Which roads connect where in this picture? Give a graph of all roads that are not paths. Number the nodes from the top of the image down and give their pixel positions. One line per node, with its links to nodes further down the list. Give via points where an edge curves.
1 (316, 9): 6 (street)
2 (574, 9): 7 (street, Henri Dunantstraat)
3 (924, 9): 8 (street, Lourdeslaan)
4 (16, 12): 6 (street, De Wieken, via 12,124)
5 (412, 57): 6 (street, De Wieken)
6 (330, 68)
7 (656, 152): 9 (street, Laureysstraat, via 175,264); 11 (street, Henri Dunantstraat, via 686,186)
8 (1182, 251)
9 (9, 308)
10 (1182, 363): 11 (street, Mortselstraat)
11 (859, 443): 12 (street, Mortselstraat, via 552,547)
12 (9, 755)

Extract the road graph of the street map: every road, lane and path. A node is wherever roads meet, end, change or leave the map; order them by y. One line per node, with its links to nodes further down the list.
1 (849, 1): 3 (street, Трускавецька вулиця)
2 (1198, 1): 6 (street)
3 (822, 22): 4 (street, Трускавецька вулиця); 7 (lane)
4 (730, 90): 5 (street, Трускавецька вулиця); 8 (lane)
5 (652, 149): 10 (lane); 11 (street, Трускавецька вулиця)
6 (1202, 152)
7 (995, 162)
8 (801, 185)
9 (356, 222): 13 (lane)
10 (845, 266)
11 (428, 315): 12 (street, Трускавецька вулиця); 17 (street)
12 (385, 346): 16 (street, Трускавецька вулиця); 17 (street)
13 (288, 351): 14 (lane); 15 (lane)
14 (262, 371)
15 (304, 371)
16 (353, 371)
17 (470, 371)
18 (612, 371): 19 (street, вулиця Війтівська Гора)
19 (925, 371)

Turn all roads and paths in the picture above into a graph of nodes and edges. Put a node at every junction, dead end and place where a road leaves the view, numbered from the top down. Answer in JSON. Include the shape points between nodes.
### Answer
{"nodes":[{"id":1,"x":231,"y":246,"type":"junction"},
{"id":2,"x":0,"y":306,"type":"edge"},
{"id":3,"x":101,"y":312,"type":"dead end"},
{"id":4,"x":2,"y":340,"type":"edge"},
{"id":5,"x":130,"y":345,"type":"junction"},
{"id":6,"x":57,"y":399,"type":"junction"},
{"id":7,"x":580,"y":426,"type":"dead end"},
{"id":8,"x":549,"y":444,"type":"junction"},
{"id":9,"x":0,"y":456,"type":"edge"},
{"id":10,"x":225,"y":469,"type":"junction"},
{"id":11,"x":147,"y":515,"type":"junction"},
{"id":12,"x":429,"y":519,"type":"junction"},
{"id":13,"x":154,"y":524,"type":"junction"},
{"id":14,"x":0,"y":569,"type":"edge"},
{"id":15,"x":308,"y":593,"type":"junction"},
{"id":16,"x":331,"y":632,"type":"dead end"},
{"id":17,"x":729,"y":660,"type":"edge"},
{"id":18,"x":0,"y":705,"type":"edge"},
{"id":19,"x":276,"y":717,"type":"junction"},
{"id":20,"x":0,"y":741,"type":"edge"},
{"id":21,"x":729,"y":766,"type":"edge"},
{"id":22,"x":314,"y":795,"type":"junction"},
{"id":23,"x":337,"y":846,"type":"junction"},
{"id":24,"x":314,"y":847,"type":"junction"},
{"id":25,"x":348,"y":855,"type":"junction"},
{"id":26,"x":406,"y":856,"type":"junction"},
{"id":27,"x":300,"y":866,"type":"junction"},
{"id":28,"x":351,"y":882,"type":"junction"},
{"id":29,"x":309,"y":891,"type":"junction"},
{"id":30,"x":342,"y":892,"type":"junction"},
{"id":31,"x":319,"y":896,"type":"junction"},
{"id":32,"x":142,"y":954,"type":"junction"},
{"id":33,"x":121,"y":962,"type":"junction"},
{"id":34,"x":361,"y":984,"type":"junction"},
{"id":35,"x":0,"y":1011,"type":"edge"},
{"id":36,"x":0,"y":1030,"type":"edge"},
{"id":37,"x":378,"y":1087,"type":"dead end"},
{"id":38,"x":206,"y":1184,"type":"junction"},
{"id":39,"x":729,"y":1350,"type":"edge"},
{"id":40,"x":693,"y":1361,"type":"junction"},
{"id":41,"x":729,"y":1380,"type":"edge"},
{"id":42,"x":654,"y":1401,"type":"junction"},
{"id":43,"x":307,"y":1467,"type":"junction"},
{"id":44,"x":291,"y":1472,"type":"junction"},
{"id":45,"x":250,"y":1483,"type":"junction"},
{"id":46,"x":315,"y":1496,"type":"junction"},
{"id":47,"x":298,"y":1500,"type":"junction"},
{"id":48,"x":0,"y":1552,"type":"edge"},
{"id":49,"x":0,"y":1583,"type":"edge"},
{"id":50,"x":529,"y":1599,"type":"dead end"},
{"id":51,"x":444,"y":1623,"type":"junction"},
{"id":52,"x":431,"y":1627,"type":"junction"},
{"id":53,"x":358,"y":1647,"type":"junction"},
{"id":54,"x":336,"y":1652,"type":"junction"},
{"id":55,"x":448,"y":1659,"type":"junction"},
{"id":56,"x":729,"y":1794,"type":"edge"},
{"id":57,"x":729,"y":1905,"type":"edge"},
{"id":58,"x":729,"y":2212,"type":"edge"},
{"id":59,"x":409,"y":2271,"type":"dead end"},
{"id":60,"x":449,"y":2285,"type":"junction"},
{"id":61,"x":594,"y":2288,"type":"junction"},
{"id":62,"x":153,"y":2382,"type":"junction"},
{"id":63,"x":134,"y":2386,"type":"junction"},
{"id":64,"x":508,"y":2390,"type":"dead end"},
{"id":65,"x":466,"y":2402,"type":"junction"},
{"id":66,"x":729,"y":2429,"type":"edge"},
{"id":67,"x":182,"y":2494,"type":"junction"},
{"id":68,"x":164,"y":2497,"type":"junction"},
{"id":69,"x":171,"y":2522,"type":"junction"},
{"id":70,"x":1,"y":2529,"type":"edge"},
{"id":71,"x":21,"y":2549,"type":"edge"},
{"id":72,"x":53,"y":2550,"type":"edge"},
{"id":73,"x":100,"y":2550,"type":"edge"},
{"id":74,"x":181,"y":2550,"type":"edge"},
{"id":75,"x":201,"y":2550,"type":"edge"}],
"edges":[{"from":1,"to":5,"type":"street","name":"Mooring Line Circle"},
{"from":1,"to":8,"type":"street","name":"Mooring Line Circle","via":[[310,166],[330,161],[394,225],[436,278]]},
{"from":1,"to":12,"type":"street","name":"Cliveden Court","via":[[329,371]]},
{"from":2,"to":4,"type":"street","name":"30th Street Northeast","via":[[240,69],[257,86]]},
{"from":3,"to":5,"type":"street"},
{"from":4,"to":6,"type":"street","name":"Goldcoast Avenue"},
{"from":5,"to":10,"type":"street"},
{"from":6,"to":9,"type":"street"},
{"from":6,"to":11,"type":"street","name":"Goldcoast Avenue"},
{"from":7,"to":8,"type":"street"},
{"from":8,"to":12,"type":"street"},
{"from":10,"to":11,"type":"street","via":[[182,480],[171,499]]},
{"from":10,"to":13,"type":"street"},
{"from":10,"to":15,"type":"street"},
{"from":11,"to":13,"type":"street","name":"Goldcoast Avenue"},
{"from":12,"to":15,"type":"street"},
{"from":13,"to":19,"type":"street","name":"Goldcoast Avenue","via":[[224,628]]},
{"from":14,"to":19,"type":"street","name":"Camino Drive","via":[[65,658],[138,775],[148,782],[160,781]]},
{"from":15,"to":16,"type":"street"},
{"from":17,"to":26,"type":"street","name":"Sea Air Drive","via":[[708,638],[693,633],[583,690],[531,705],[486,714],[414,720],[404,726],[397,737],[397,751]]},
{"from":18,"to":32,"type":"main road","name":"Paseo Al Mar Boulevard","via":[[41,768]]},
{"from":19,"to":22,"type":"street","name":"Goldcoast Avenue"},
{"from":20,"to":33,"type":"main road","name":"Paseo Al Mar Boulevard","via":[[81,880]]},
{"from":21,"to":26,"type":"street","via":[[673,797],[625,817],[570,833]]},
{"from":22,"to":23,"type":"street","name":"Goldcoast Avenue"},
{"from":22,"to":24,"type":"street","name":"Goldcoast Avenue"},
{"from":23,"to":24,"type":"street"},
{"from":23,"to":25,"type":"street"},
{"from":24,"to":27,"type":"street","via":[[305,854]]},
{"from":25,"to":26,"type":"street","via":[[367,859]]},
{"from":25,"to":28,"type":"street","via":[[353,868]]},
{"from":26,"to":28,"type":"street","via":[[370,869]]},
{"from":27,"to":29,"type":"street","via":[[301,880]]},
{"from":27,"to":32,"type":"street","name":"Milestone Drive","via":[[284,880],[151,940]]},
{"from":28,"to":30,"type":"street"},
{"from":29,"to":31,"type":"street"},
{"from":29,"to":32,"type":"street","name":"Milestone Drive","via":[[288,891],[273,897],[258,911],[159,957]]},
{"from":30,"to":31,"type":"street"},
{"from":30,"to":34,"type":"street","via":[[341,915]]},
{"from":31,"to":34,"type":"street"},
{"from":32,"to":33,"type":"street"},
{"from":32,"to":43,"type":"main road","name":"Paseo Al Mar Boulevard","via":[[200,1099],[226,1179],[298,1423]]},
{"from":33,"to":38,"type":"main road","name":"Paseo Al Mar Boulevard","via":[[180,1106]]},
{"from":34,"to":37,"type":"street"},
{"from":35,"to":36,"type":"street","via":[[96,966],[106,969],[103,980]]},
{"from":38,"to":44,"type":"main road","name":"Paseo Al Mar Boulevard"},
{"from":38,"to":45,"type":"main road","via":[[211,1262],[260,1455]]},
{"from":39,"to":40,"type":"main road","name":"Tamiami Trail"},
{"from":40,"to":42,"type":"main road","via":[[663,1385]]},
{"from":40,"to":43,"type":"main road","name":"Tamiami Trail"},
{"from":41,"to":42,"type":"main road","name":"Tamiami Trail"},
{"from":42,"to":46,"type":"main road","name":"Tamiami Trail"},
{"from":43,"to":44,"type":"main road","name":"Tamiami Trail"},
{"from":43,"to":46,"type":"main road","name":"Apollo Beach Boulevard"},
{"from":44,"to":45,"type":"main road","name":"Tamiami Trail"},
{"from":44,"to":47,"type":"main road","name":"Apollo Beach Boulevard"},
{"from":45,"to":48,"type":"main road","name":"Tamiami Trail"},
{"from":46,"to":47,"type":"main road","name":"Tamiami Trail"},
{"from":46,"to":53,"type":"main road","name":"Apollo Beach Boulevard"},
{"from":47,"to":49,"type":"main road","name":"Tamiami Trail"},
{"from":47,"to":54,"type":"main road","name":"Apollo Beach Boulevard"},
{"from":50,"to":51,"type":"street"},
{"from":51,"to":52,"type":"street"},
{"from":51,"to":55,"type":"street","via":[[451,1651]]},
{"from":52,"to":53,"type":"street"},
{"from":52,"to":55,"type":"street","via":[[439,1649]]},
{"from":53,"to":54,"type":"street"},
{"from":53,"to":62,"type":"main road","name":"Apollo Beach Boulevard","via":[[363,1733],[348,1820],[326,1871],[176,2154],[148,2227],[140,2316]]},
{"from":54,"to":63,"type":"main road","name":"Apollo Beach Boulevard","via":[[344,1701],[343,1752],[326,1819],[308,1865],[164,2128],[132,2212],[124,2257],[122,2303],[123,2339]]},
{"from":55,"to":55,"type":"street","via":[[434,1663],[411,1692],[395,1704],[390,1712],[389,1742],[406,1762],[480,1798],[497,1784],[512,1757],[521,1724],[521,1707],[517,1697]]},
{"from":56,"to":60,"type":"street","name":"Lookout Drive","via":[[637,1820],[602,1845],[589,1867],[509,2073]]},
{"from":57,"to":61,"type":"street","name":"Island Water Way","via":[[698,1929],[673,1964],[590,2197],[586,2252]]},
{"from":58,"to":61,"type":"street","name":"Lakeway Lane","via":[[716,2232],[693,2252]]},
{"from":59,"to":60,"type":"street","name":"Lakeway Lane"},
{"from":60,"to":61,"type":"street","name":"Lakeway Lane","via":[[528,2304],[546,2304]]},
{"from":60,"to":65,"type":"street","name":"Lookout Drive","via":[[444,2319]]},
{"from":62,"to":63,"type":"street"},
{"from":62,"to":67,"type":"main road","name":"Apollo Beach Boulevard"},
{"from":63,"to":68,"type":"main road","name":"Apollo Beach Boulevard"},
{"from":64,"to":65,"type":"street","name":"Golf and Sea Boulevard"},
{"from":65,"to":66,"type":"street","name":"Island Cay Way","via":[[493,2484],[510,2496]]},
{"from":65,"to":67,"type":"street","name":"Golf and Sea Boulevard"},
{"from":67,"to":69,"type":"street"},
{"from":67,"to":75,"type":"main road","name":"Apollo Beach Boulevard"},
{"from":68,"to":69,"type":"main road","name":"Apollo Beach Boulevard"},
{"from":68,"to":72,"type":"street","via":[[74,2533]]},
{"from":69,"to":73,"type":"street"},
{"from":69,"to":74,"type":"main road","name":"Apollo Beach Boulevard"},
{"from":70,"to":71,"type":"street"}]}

## What needs to be done
In the entries above, identify every line with the string "Circle".

## Completed exercise
"edges":[{"from":1,"to":5,"type":"street","name":"Mooring Line Circle"},
{"from":1,"to":8,"type":"street","name":"Mooring Line Circle","via":[[310,166],[330,161],[394,225],[436,278]]},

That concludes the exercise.